Nieve, perro San Bernardo, Grisú, By Pass y Cerebro. El único adulto con todas las letras era ese padre cansado y obligado a viajar, pese al ruego de su hijo que le decía que le iba a arruinar el fin de curso. Pero pese a todo ahí estaba, siguiendo de atrás a un grupo de adolescentes que se le escapaban por todos lados. A todo reventar llamaba una vez por día a otro padre para contarle las novedades y ese padre llamaba a otro, que llamaba a otro y así daba curso a una cadena humana de llamados bastantes inconexos.
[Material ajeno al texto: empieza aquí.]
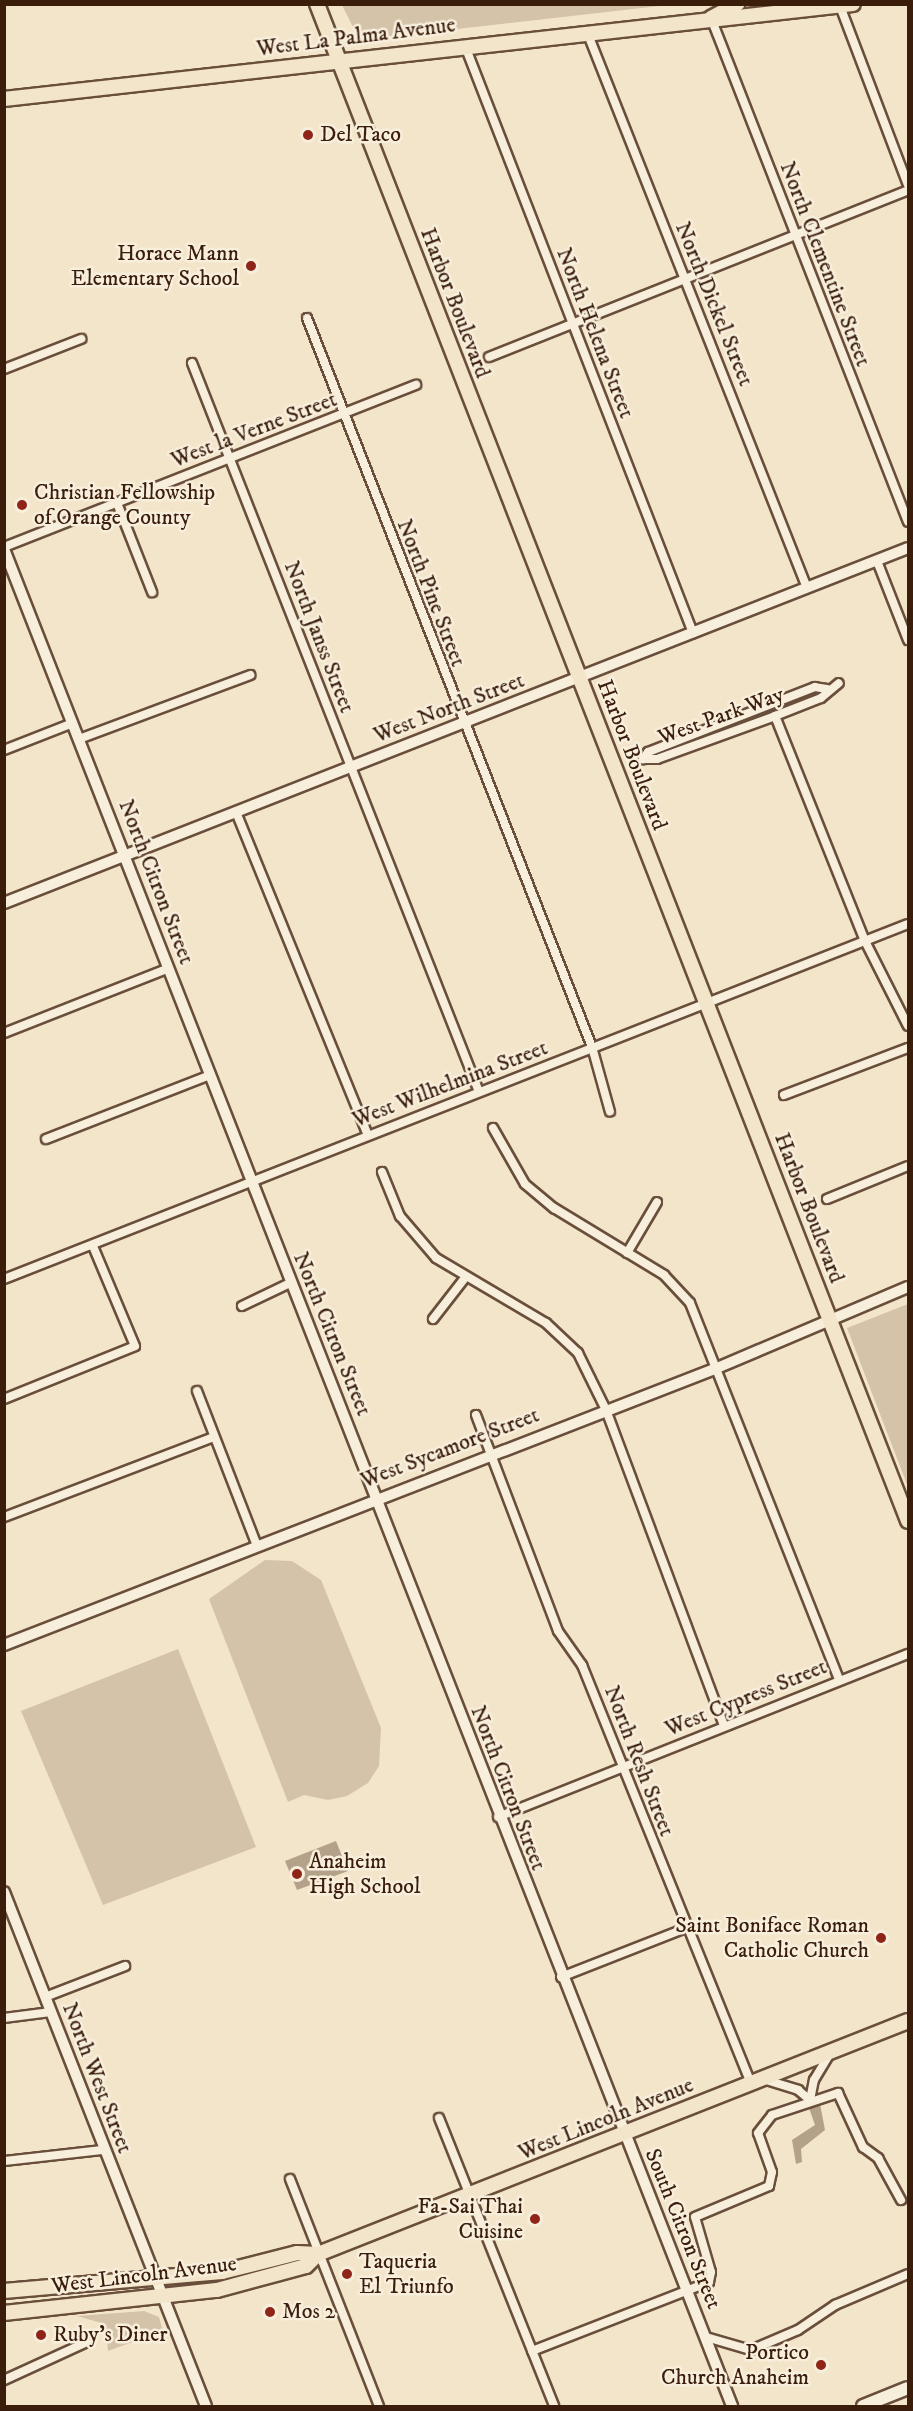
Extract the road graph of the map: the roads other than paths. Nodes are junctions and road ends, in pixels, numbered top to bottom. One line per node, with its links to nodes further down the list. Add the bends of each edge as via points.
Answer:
1 (317, 4): 7 (main road, Harbor Boulevard)
2 (737, 4): 4 (main road, West La Palma Avenue)
3 (845, 5): 4 (main road, West La Palma Avenue, via 729,21); 9 (street, via 849,35)
4 (711, 18): 5 (main road, West La Palma Avenue); 11 (street, North Clementine Street)
5 (587, 32): 6 (main road, West La Palma Avenue); 12 (street, North Dickel Street)
6 (465, 46): 7 (main road, West La Palma Avenue); 14 (street, North Helena Street)
7 (340, 60): 8 (main road, West La Palma Avenue); 32 (main road, Harbor Boulevard)
8 (4, 99)
9 (909, 184)
10 (909, 190): 11 (street)
11 (794, 238): 12 (street); 23 (street, North Clementine Street)
12 (685, 280): 14 (street); 27 (street, North Dickel Street)
13 (307, 318): 20 (street, North Pine Street)
14 (572, 326): 16 (street); 29 (street, North Helena Street)
15 (81, 339): 18 (street)
16 (489, 357)
17 (192, 363): 21 (street, North Janss Street)
18 (4, 369)
19 (416, 385): 20 (street, West la Verne Street)
20 (342, 414): 21 (street, West la Verne Street); 37 (street, North Pine Street)
21 (230, 458): 22 (street, West la Verne Street); 40 (street, North Janss Street)
22 (117, 503): 24 (street, West la Verne Street); 28 (street)
23 (909, 522)
24 (4, 548): 36 (street, North Citron Street)
25 (909, 548): 26 (street, West North Street)
26 (877, 561): 27 (street, West North Street); 30 (street)
27 (807, 588): 29 (street, West North Street)
28 (152, 592)
29 (693, 633): 32 (street, West North Street)
30 (909, 640)
31 (250, 675): 38 (street)
32 (579, 678): 37 (street, West North Street); 47 (main road, Harbor Boulevard)
33 (839, 683): 34 (street, West Park Way)
34 (827, 689): 35 (street, West Park Way, via 821,698); 35 (street, West Park Way, via 815,687 648,752 643,759 657,759)
35 (775, 716): 45 (street)
36 (73, 723): 38 (street, North Citron Street); 39 (street)
37 (463, 723): 40 (street, West North Street); 50 (street, North Pine Street)
38 (79, 739): 42 (street, North Citron Street)
39 (4, 750)
40 (351, 767): 41 (street, West North Street); 53 (street, North Janss Street)
41 (236, 812): 42 (street, West North Street); 57 (street)
42 (125, 856): 43 (street, West North Street); 46 (street, North Citron Street)
43 (4, 903)
44 (909, 924): 45 (street, West Wilhelmina Street)
45 (864, 941): 47 (street, West Wilhelmina Street); 48 (street)
46 (168, 968): 49 (street); 52 (street, North Citron Street)
47 (705, 1003): 50 (street, West Wilhelmina Street); 71 (main road, Harbor Boulevard)
48 (909, 1026)
49 (4, 1033)
50 (592, 1047): 53 (street, West Wilhelmina Street); 55 (street, North Pine Street)
51 (909, 1048): 54 (street)
52 (210, 1075): 58 (street); 61 (street, North Citron Street)
53 (479, 1092): 57 (street, West Wilhelmina Street)
54 (784, 1095)
55 (610, 1112)
56 (493, 1128): 65 (street, via 525,1184 554,1208)
57 (368, 1135): 61 (street, West Wilhelmina Street)
58 (46, 1139)
59 (909, 1166): 62 (street)
60 (382, 1172): 67 (street, via 413,1234)
61 (251, 1182): 64 (street, West Wilhelmina Street); 68 (street, North Citron Street)
62 (827, 1199)
63 (657, 1202): 65 (street)
64 (93, 1246): 66 (street, West Wilhelmina Street); 75 (street, via 135,1346)
65 (627, 1253): 73 (street, via 664,1275 690,1303)
66 (4, 1279)
67 (464, 1279): 72 (street); 76 (street, via 546,1323 578,1353)
68 (290, 1283): 70 (street); 80 (street, North Citron Street)
69 (909, 1287): 71 (street, West Sycamore Street)
70 (242, 1306)
71 (830, 1318): 73 (street, West Sycamore Street); 82 (main road, Harbor Boulevard)
72 (433, 1319)
73 (717, 1368): 76 (street, West Sycamore Street); 86 (street)
74 (197, 1391): 78 (street)
75 (4, 1399)
76 (606, 1410): 79 (street, West Sycamore Street); 87 (street)
77 (476, 1415): 79 (street, North Resh Street)
78 (213, 1437): 81 (street); 83 (street)
79 (490, 1454): 80 (street, West Sycamore Street); 88 (street, North Resh Street, via 558,1631 582,1665)
80 (375, 1496): 83 (street, West Sycamore Street); 89 (street, North Citron Street)
81 (4, 1518)
82 (909, 1521)
83 (256, 1544): 84 (street, West Sycamore Street)
84 (4, 1645)
85 (909, 1654): 86 (street, West Cypress Street)
86 (839, 1680): 87 (street, West Cypress Street)
87 (724, 1726): 88 (street, West Cypress Street)
88 (620, 1767): 89 (street, West Cypress Street); 91 (street, North Resh Street)
89 (498, 1817): 93 (street, North Citron Street)
90 (4, 1892): 94 (street, North West Street)
91 (686, 1928): 93 (street); 99 (street, North Resh Street)
92 (125, 1966): 94 (street)
93 (561, 1977): 102 (street, North Citron Street)
94 (45, 1997): 95 (street, North West Street)
95 (51, 2012): 96 (street); 103 (street, North West Street)
96 (4, 2018)
97 (909, 2021): 98 (main road, West Lincoln Avenue)
98 (831, 2052): 99 (main road, West Lincoln Avenue); 100 (street, via 814,2080)
99 (757, 2081): 100 (street, via 798,2090); 102 (main road, West Lincoln Avenue)
100 (810, 2100): 107 (street, via 831,2092 841,2095 863,2147 878,2157); 112 (street, via 760,2126 758,2138 772,2172 767,2188 696,2214 693,2226 711,2277)
101 (439, 2118): 106 (street)
102 (624, 2133): 106 (main road, West Lincoln Avenue); 112 (street, South Citron Street)
103 (102, 2150): 104 (street); 110 (street, North West Street)
104 (4, 2161)
105 (290, 2179): 108 (street)
106 (470, 2196): 108 (main road, West Lincoln Avenue); 117 (street)
107 (902, 2200)
108 (318, 2254): 110 (main road, West Lincoln Avenue, via 297,2253 222,2272); 113 (main road, West Lincoln Avenue, via 306,2266 259,2281); 121 (street)
109 (909, 2274): 115 (street, via 835,2305 798,2330 751,2350)
110 (154, 2277): 111 (main road, West Lincoln Avenue); 113 (street, North West Street)
111 (4, 2291)
112 (687, 2291): 115 (street, South Citron Street); 117 (street)
113 (162, 2296): 114 (main road, West Lincoln Avenue); 120 (street, North West Street)
114 (4, 2313)
115 (706, 2337): 123 (street, South Citron Street)
116 (89, 2342): 118 (street)
117 (532, 2351): 122 (street)
118 (4, 2380)
119 (909, 2388): 124 (main road)
120 (206, 2406)
121 (379, 2406)
122 (554, 2406)
123 (732, 2406)
124 (863, 2406)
Es que si hoy en día, con la fiebre del grupo de WhatsApp de Mamis hay malos entendidos y teléfono descompuesto, es bueno preguntarse qué llegaron a comunicarse y con qué fidelidad en aquellos tiempos. Quizás una frase como “hoy fuimos al Cerro Otto” terminó en los oídos del último padre como: “Hoy jugamos al Lotto”. Y así había que ser bastante cauto a la hora de comunicar. Por ejemplo, si alguien se patinaba en la nieve y todos se reían, el momento quedaba ahí. Pero ahora, eso es enviado con un video a un grupo donde todos los padres se ametrallan a mensajes, la mayoría repetidos hasta el infinito: “¿Está bien?”; “¿Qué pasó?”; “No se rían, ¿está bien?”; “Yo no me río”; “¿Fue al médico?”; “¿Está bien? ¿Fue al médico?”; “Leamos los mensajes por favor, ya preguntaron si está bien”; “¿Está bien?”.
Para cuando el grupo vuelve a Buenos Aires ya no hay nada para contar. Todos vieron todo y ni siquiera hay secretos. Ya se compartió hasta el hartazgo qué se pusieron para la fiesta de disfraces, quién fracasó con los esquíes y hasta quién terminó a los besos con quién. Se perdió la famosa frase: “¡No sabés lo que pasó!”. No hay que ir a la casa de nadie para ver la foto revelada y ensobrada en un álbum de Kodak. Lo que pasó en Bariló quedó olvidado en Bariló.